● Task prompt: Copy the data exactly. No line may be skipped.

[Data — start]

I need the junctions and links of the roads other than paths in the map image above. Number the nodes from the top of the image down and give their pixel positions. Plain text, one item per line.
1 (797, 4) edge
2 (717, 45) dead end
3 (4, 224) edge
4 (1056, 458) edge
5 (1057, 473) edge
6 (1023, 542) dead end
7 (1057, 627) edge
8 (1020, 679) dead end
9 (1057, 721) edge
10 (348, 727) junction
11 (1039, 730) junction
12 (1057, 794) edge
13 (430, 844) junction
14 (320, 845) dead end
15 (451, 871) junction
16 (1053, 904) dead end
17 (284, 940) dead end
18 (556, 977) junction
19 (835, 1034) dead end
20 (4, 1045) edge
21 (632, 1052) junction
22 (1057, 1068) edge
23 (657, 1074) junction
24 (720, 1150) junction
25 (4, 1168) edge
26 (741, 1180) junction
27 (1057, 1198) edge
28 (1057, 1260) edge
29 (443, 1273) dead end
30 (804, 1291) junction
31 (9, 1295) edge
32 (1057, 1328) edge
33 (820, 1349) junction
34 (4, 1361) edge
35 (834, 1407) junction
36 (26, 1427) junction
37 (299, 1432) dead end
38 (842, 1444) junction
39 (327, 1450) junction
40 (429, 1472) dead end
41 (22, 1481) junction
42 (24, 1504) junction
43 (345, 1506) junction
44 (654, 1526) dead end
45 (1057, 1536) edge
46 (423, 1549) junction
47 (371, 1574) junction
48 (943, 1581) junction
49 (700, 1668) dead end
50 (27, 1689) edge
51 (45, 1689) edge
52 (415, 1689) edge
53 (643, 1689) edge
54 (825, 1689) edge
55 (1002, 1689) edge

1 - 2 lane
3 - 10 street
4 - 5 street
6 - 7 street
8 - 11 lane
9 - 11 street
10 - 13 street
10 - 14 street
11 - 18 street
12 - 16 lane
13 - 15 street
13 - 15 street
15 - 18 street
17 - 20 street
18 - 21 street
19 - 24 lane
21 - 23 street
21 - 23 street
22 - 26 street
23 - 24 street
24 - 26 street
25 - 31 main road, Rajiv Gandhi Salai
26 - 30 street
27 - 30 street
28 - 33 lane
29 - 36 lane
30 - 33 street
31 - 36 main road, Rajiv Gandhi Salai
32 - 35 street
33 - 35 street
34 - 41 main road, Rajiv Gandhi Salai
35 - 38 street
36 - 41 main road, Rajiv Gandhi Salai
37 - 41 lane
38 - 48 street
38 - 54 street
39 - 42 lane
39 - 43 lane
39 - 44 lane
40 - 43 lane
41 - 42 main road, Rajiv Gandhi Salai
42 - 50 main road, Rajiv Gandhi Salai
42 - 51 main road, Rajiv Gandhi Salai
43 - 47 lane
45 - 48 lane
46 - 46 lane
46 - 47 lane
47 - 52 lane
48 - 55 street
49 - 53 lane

[Data — finish]

● Answer box:
I need the junctions and links of the roads other than paths in the map image above. Number the nodes from the top of the image down and give their pixel positions. Plain text, one item per line.
1 (797, 4) edge
2 (717, 45) dead end
3 (4, 224) edge
4 (1056, 458) edge
5 (1057, 473) edge
6 (1023, 542) dead end
7 (1057, 627) edge
8 (1020, 679) dead end
9 (1057, 721) edge
10 (348, 727) junction
11 (1039, 730) junction
12 (1057, 794) edge
13 (430, 844) junction
14 (320, 845) dead end
15 (451, 871) junction
16 (1053, 904) dead end
17 (284, 940) dead end
18 (556, 977) junction
19 (835, 1034) dead end
20 (4, 1045) edge
21 (632, 1052) junction
22 (1057, 1068) edge
23 (657, 1074) junction
24 (720, 1150) junction
25 (4, 1168) edge
26 (741, 1180) junction
27 (1057, 1198) edge
28 (1057, 1260) edge
29 (443, 1273) dead end
30 (804, 1291) junction
31 (9, 1295) edge
32 (1057, 1328) edge
33 (820, 1349) junction
34 (4, 1361) edge
35 (834, 1407) junction
36 (26, 1427) junction
37 (299, 1432) dead end
38 (842, 1444) junction
39 (327, 1450) junction
40 (429, 1472) dead end
41 (22, 1481) junction
42 (24, 1504) junction
43 (345, 1506) junction
44 (654, 1526) dead end
45 (1057, 1536) edge
46 (423, 1549) junction
47 (371, 1574) junction
48 (943, 1581) junction
49 (700, 1668) dead end
50 (27, 1689) edge
51 (45, 1689) edge
52 (415, 1689) edge
53 (643, 1689) edge
54 (825, 1689) edge
55 (1002, 1689) edge

1 - 2 lane
3 - 10 street
4 - 5 street
6 - 7 street
8 - 11 lane
9 - 11 street
10 - 13 street
10 - 14 street
11 - 18 street
12 - 16 lane
13 - 15 street
13 - 15 street
15 - 18 street
17 - 20 street
18 - 21 street
19 - 24 lane
21 - 23 street
21 - 23 street
22 - 26 street
23 - 24 street
24 - 26 street
25 - 31 main road, Rajiv Gandhi Salai
26 - 30 street
27 - 30 street
28 - 33 lane
29 - 36 lane
30 - 33 street
31 - 36 main road, Rajiv Gandhi Salai
32 - 35 street
33 - 35 street
34 - 41 main road, Rajiv Gandhi Salai
35 - 38 street
36 - 41 main road, Rajiv Gandhi Salai
37 - 41 lane
38 - 48 street
38 - 54 street
39 - 42 lane
39 - 43 lane
39 - 44 lane
40 - 43 lane
41 - 42 main road, Rajiv Gandhi Salai
42 - 50 main road, Rajiv Gandhi Salai
42 - 51 main road, Rajiv Gandhi Salai
43 - 47 lane
45 - 48 lane
46 - 46 lane
46 - 47 lane
47 - 52 lane
48 - 55 street
49 - 53 lane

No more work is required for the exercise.